**DATA FOR THIS EXERCISE**.
_ _ _

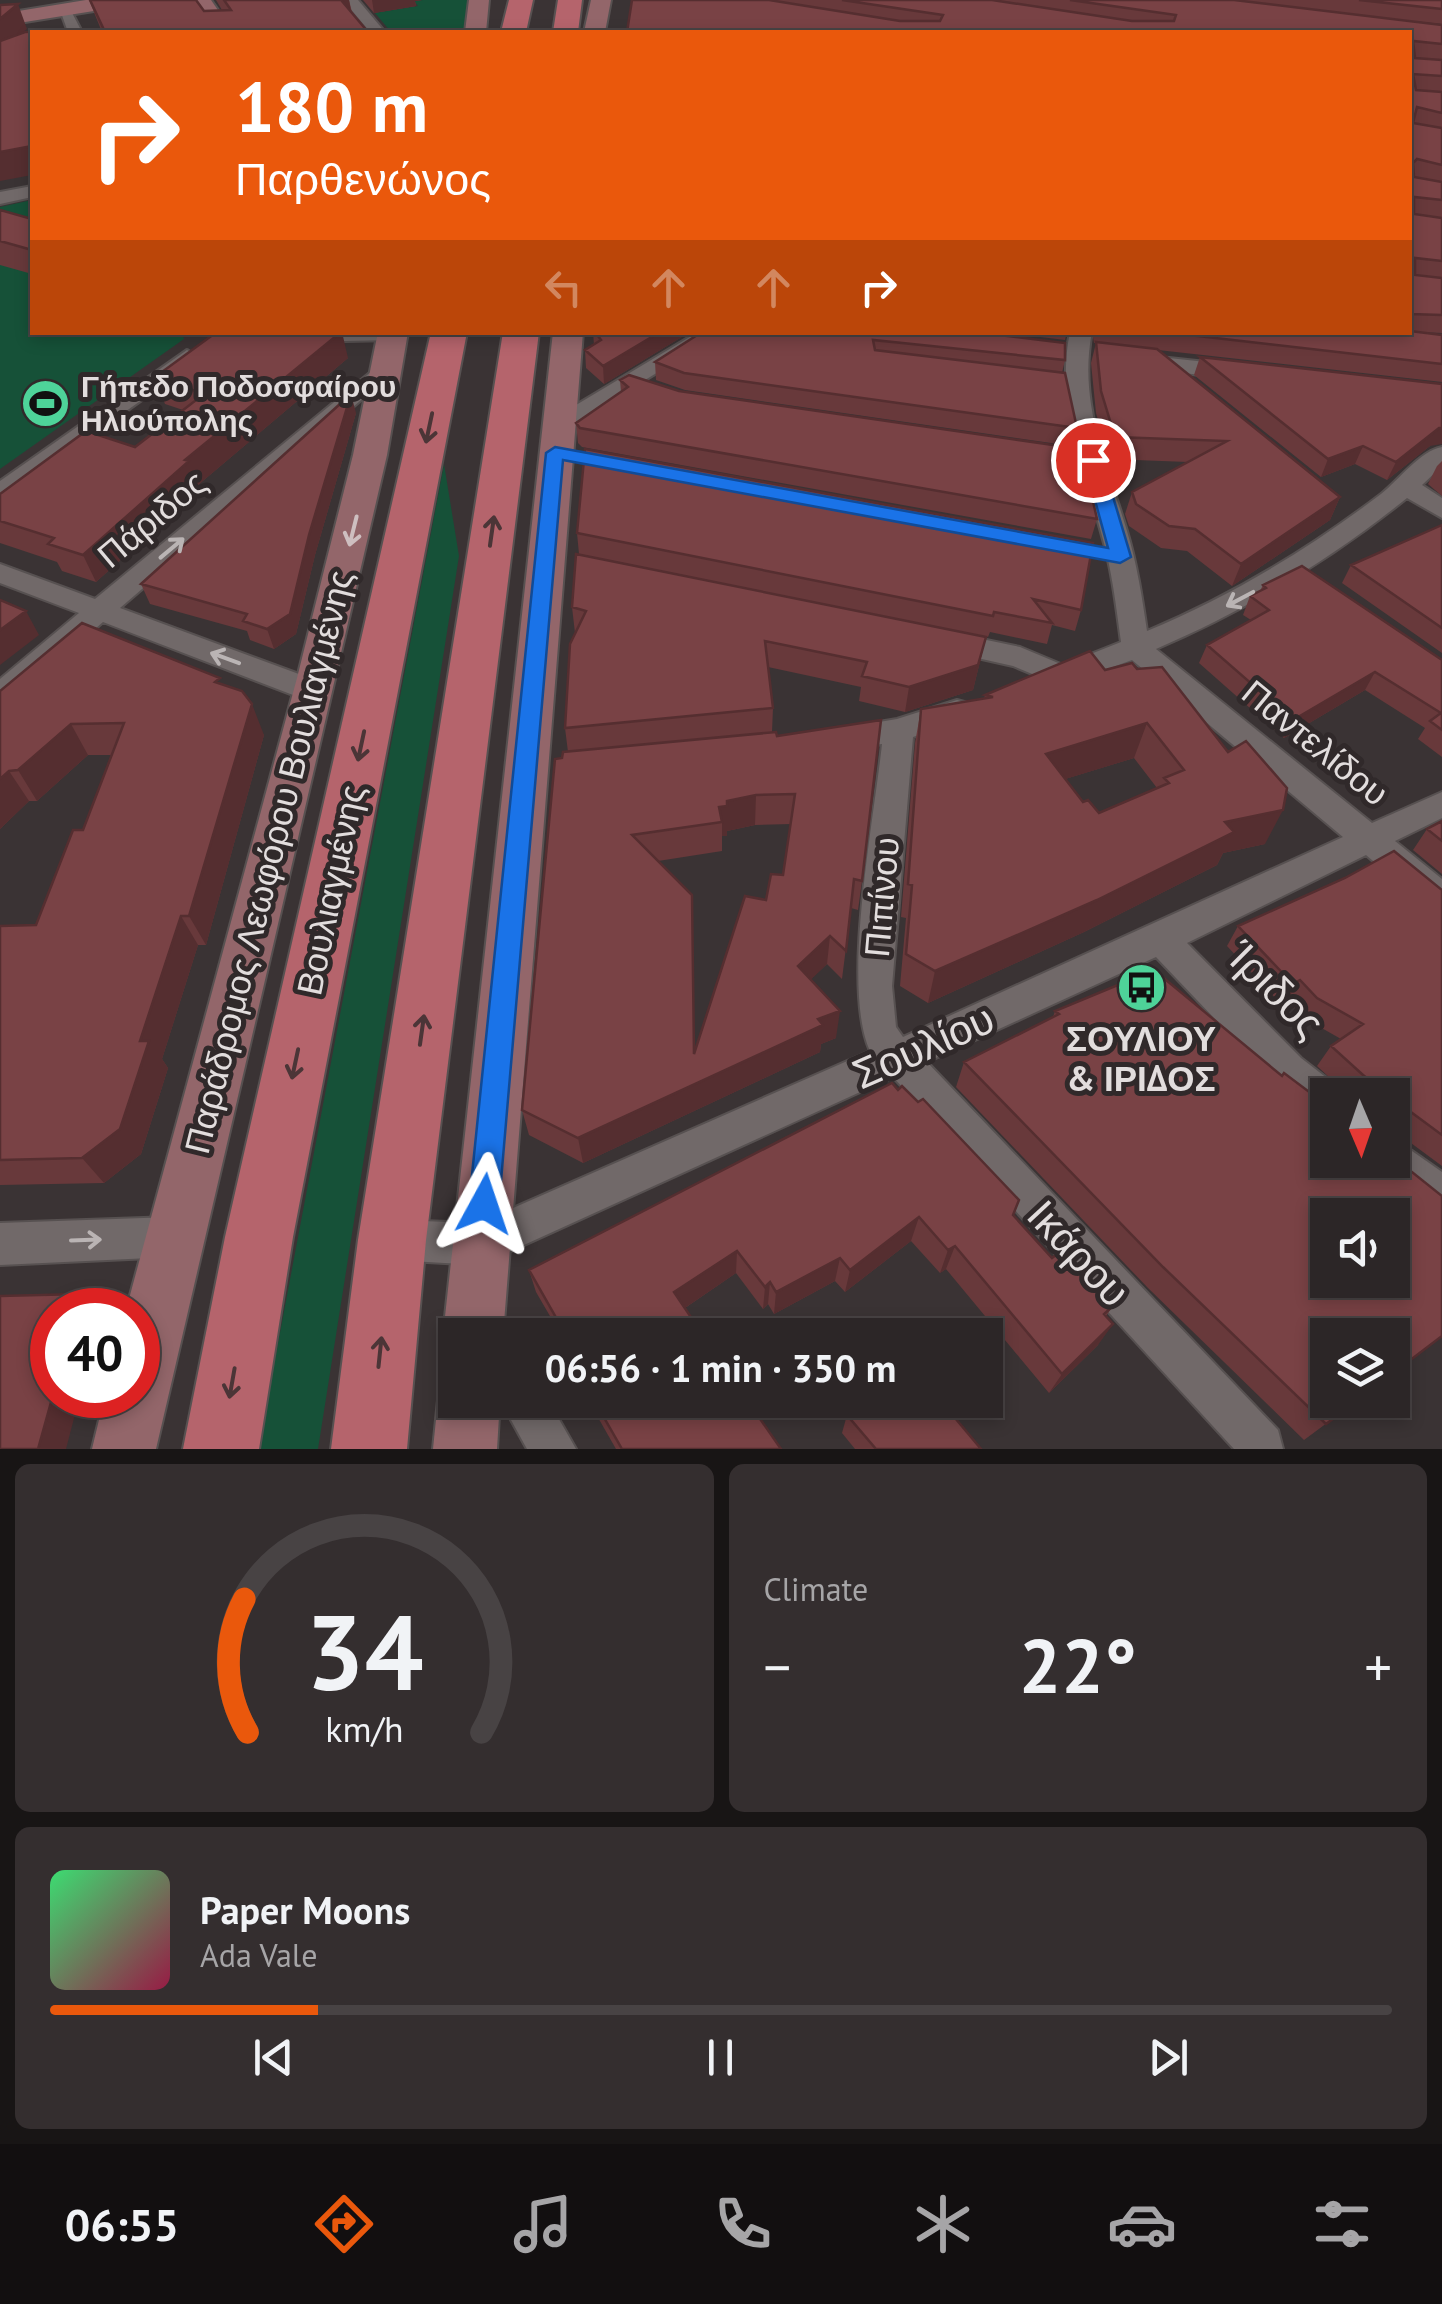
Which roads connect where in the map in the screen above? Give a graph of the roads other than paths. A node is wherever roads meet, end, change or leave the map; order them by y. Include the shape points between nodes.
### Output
1 (125, 0) edge
2 (202, 0) edge
3 (350, 0) edge
4 (478, 0) edge
5 (521, 0) edge
6 (570, 0) edge
7 (601, 0) edge
8 (68, 11) edge
9 (0, 16) edge
10 (51, 30) edge
11 (223, 30) edge
12 (376, 30) edge
13 (476, 30) edge
14 (514, 30) edge
15 (566, 30) edge
16 (595, 30) edge
17 (30, 192) edge
18 (0, 198) edge
19 (448, 335) edge
20 (521, 335) edge
21 (568, 335) edge
22 (709, 335) edge
23 (273, 336) edge
24 (213, 338) edge
25 (392, 343) edge
26 (1069, 346) edge
27 (1161, 364) junction
28 (1251, 374) edge
29 (631, 383) junction
30 (1187, 389) edge
31 (664, 394) edge
32 (562, 444) junction
33 (1441, 454) edge
34 (1408, 487) junction
35 (0, 493) edge
36 (1442, 510) edge
37 (0, 573) edge
38 (98, 612) junction
39 (925, 637) edge
40 (1136, 648) junction
41 (1061, 676) junction
42 (1025, 688) edge
43 (316, 692) junction
44 (0, 695) edge
45 (988, 700) edge
46 (898, 730) junction
47 (821, 741) edge
48 (1442, 804) edge
49 (1369, 838) junction
50 (1442, 899) edge
51 (1161, 939) junction
52 (899, 1057) junction
53 (1310, 1087) edge
54 (1410, 1171) edge
55 (1442, 1197) edge
56 (172, 1237) junction
57 (392, 1240) junction
58 (0, 1244) edge
59 (480, 1244) junction
60 (160, 1290) edge
61 (477, 1318) edge
62 (131, 1418) edge
63 (468, 1418) edge
64 (533, 1418) edge
65 (1262, 1446) dead end
66 (124, 1449) edge
67 (220, 1449) edge
68 (369, 1449) edge
69 (465, 1449) edge
70 (553, 1449) edge

1 - 8 street
2 - 11 street
3 - 12 street
4 - 13 street
5 - 14 main road
6 - 15 main road
7 - 16 street
8 - 9 street
8 - 10 street
17 - 18 street
19 -> 67 main road, Βουλιαγμένης via 258,1236
57 -> 20 main road
21 - 32 street
22 - 29 street
23 - 25 street
24 - 35 street
38 -> 25 street, Πάριδος
25 -> 43 street, Παράδρομος Λεωφόρου Βουλιαγμένης
26 - 27 street
26 - 40 street via 1083,458
27 - 28 street
27 - 30 street
29 - 31 street
29 - 32 street
32 - 59 street via 544,769
33 - 34 street
34 - 36 street
34 -> 40 street via 1351,520 1305,575
37 - 38 street
43 -> 38 street
38 - 44 street, Πάριδος
39 - 41 street via 1020,657
40 - 41 street
40 - 49 street, Παντελίδου
41 - 42 street
43 - 56 street, Παράδρομος Λεωφόρου Βουλιαγμένης
45 - 46 street
46 - 47 street
46 - 52 street, Πιπίνου via 874,999 878,1027
48 - 49 street, Σουλίου
49 - 50 street, Παντελίδου
49 - 51 street, Σουλίου
51 - 52 street, Σουλίου
51 - 53 street, Ίριδος
52 - 59 street, Σουλίου
52 - 65 street, Ικάρου
54 - 55 street
58 -> 56 street
56 - 60 street, Παράδρομος Λεωφόρου Βουλιαγμένης
57 - 59 street, Σουλίου
68 -> 57 main road
59 - 61 street
62 - 66 street, Παράδρομος Λεωφόρου Βουλιαγμένης
63 - 69 street
64 - 70 street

_ _ _

**ASSIGNED TASK**.
Whenever a line in the material above holds the string "Σουλίου", copy that line in full.

**REPLY**.
48 - 49 street, Σουλίου
49 - 51 street, Σουλίου
51 - 52 street, Σουλίου
52 - 59 street, Σουλίου
57 - 59 street, Σουλίου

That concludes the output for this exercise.